HOST=$(kubectl get service app | awk '{print $4}' | grep -v EXTERNAL-IP)
We supply a test client library in Golang, which can be used to send requests to your backend API. We can test with different scenario by running the following scripts:
1. Reject if no jwt token
go run tests/endpoints/bookstore_grpc/client_main.go --addr=$HOST:80 --method=ListShelves --client_protocol=grpc
2. Reject if no API KEY
Download GoogleServiceAccount from your cloud project to generate JWT token, gen-auth-token is an example script to generate jwt token, please update accordingly
JWT_TOKEN=`./tests/e2e/scripts/gen-auth-token.sh -a cloudesf-test-client -c service-account-email -s YourSecretFile`
go run tests/endpoints/bookstore_grpc/client_main.go --addr=$HOST:80 --method=ListShelves --client_protocol=grpc --token=$JWT_TOKEN
3. Success
API_KEY=YOUR API KEY
go run tests/endpoints/bookstore_grpc/client_main.go --addr=$HOST:80 --method=ListShelves --client_protocol=grpc --token=$JWT_TOKEN --apikey=$API_KEY
4. Invalid audience
JWT_TOKEN_INVALID_AUD=`./tests/e2e/scripts/gen-auth-token.sh -a unauthorized-client -c service-account-email -s YourSecretFile`
go run tests/endpoints/bookstore_grpc/client_main.go --addr=$HOST:80 --method=ListShelves --client_protocol=grpc --token=$JWT_TOKEN_INVALID_AUD --apikey=$API_KEY
1. With transcoding
curl --header "x-api-key: $API_KEY " http://$HOST/v1/shelves?access_token=$JWT_TOKEN&echo
2. With url binding parameter
curl --header "x-api-key: $API_KEY " http://$HOST/v1/shelves/1&echo
curl "http://$HOST/v1/shelves/1/books/1?key=$API_KEY"&echo
3. With query parameter with request body
curl -X POST --header "x-api-key: $API_KEY " http://$HOST/v1/shelves?access_token=$JWT_TOKEN&id=3
curl --header "x-api-key: $API_KEY " http://$HOST/v1/shelves?access_token=$JWT_TOKEN&echo
ESPv2 is integrated with multi Google Services for API management and monitoring, including Service Management, Stackdriver Logging, and Stackdriver trace.
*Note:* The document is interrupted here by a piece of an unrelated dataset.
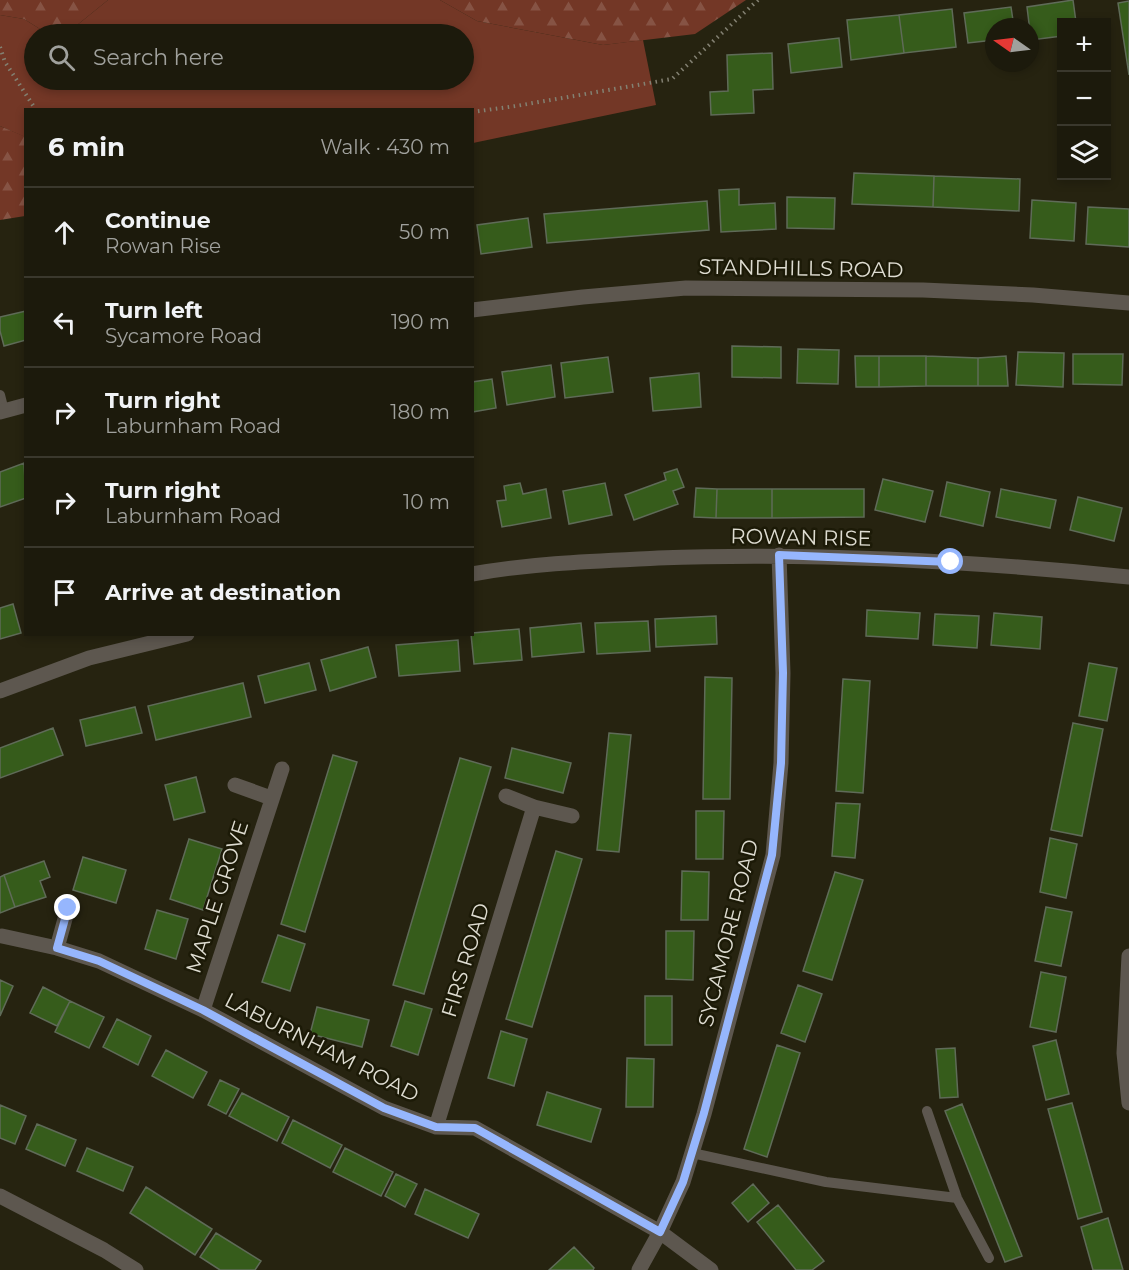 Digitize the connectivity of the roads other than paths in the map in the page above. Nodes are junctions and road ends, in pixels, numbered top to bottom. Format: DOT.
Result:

So, you can monitor your API on Pantheon UI by: Service Stats, including QPS, ErrorRate, Latency, Request/Response Size etc.
To avoid incurring charges to your Google Cloud Platform account for the resources used in this tutorial: Delete the API:
gcloud endpoints services delete SERVICE_NAME
Replace SERVICE_NAME with the name of your API.